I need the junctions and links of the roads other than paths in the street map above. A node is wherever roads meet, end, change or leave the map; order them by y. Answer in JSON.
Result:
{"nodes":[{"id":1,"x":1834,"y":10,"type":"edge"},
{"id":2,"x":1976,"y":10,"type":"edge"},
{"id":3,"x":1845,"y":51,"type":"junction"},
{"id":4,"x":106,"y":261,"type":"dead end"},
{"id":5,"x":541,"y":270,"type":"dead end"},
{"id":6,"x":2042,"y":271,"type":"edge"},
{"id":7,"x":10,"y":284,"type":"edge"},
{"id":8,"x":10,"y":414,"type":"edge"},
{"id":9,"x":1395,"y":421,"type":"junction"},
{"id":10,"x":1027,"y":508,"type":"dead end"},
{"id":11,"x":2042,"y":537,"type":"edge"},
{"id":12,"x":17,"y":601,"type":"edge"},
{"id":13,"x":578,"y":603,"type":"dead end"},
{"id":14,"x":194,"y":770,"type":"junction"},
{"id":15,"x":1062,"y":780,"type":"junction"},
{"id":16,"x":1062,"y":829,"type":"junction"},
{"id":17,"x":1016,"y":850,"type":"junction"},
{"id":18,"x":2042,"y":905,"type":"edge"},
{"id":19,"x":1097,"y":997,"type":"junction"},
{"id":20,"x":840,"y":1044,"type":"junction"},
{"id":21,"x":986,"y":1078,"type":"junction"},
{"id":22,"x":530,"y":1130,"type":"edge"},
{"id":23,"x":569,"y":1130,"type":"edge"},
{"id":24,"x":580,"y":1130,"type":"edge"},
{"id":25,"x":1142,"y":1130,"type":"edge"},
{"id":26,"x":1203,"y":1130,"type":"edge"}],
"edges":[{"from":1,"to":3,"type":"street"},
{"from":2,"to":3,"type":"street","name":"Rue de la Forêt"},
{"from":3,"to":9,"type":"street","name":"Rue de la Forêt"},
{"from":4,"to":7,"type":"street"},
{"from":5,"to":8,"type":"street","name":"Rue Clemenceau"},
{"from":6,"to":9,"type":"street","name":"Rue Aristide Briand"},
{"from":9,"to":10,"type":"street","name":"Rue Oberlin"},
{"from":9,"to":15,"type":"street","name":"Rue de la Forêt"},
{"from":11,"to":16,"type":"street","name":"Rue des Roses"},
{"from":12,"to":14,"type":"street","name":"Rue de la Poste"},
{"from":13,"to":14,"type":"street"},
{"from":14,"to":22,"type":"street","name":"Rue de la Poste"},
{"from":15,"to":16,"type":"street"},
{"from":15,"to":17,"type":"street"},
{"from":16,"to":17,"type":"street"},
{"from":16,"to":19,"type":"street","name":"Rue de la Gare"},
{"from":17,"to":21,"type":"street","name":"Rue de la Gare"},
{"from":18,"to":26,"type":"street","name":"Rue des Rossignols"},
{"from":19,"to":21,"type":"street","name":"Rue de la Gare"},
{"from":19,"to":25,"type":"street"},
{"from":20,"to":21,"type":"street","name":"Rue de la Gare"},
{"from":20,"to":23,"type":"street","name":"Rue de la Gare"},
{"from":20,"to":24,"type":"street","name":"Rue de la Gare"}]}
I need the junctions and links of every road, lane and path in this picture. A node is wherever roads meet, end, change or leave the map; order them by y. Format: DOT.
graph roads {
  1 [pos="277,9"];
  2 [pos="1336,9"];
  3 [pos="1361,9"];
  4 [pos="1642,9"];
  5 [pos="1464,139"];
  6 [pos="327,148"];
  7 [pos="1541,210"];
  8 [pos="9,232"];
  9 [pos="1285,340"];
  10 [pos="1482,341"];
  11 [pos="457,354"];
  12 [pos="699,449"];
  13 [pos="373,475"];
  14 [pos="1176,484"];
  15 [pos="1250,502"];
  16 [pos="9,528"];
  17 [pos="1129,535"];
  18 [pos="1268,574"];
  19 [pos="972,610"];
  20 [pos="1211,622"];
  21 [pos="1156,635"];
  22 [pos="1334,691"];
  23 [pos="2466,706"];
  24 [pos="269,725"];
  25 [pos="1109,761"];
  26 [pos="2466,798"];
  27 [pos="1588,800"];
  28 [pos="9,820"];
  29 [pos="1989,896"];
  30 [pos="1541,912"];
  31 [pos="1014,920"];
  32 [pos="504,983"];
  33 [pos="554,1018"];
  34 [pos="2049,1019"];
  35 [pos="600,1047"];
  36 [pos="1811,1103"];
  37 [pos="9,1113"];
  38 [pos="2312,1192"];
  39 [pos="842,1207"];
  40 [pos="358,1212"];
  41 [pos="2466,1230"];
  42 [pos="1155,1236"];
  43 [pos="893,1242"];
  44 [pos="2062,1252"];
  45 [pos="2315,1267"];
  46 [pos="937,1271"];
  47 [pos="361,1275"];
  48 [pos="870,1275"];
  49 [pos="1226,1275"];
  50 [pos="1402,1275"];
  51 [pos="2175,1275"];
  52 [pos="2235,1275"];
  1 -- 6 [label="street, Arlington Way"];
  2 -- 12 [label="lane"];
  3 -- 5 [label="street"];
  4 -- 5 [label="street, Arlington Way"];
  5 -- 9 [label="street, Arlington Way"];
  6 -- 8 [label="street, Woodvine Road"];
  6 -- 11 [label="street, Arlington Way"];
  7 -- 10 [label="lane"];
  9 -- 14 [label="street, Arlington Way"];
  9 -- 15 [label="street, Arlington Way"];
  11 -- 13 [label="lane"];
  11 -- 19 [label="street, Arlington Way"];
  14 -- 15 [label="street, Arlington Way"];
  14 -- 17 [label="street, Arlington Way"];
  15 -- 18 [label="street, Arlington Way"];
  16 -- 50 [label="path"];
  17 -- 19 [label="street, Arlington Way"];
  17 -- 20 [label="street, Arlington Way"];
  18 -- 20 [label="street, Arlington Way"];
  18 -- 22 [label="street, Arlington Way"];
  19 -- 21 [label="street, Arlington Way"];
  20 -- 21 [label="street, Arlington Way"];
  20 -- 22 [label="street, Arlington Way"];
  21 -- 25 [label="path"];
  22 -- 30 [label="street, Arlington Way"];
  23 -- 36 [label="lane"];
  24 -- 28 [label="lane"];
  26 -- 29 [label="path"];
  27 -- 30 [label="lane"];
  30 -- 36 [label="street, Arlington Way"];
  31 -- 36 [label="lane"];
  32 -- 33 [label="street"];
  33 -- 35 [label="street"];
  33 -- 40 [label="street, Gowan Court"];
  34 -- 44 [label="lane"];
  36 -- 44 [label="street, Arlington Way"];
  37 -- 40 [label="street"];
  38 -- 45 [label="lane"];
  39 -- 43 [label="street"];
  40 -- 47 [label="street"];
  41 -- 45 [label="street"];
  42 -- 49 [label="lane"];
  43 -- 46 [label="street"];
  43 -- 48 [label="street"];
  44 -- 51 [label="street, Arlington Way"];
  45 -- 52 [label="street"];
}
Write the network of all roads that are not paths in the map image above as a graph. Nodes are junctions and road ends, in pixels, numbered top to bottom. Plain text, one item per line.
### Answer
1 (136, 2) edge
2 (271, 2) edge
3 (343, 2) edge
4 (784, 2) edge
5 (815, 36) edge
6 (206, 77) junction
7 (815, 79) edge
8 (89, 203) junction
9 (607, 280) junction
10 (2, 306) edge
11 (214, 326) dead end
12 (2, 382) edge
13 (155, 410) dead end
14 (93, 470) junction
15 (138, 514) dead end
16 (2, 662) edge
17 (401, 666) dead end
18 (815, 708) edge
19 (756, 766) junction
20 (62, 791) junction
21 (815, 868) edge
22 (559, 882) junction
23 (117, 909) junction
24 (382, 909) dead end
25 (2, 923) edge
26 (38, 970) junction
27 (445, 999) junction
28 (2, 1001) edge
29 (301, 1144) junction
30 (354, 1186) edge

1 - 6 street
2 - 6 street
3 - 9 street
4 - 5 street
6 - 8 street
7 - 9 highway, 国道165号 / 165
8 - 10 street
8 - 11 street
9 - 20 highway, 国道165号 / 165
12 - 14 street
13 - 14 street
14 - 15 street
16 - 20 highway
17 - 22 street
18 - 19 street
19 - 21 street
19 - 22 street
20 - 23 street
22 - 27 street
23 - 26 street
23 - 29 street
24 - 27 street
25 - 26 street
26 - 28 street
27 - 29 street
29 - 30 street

:::

▶ Work instructions
All lines in the records above with "Answer" need to be found and copied.

▶ Task response
I need the junctions and links of the roads other than paths in the street map above. A node is wherever roads meet, end, change or leave the map; order them by y. Answer in JSON.
### Answer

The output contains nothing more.